Constructing an SNN for supervised learning is kinda a black art. There is no real “correct” way to approach things, and the architecture of your network depends a lot on the problem you are trying to solve, or the dynamics you are trying to learn. For example, if you know that the inputs are independent of each other (e.g., you know that changing one input always has the same effect on the output, regardless of what the other input is), then a network similar to your second network would be the better approach.
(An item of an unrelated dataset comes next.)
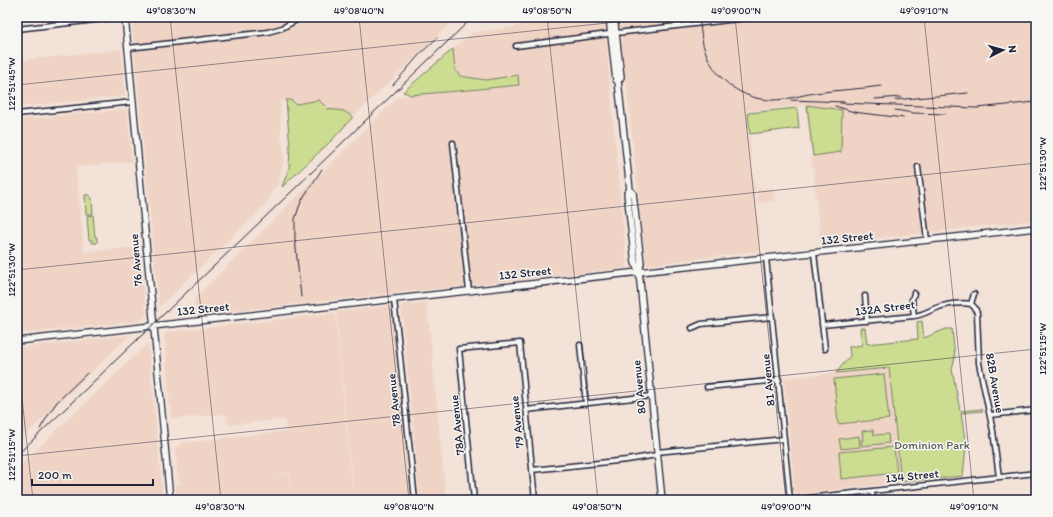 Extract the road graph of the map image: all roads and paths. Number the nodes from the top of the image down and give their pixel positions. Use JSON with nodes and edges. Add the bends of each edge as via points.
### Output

However, if you know that the inputs are dependent, or, you don’t know what the dependency is, the first network will probably be what you want.
There are other factors that affect the success of your network as well: the number of neurons you are using in the network, the learning rate, and the synaptic time constants all play a part.
The Nengo examples page does have one example that trains a network using 2 inputs, and that is the “learning a product” example. In this example, the network is being trained to compute the product of two inputs, i.e., what is $x1 \times x2$. It is important to note that in this network, the “input” ensemble is 2 dimensional, and that the individual inputs ($x1$, and $x2$) are projected to the different dimensions of this ensemble. This is done so that the neurons in the input ensemble is able to represent information from both $x1$ and $x2$ (because the 2D tuning curves projects parts of $x1$ and $x2$ into the neuron activity), and in this way, the learning rule is able to modulate the decoders in such a way to be able to learn the two-dimensional product function.
If the input ensemble were single dimensional, and both $x1$ and $x2$ were projected to that single dimension, then the input ensemble would be trying to learning the function on the input of $(x1 + x2)$, which is very hard to do.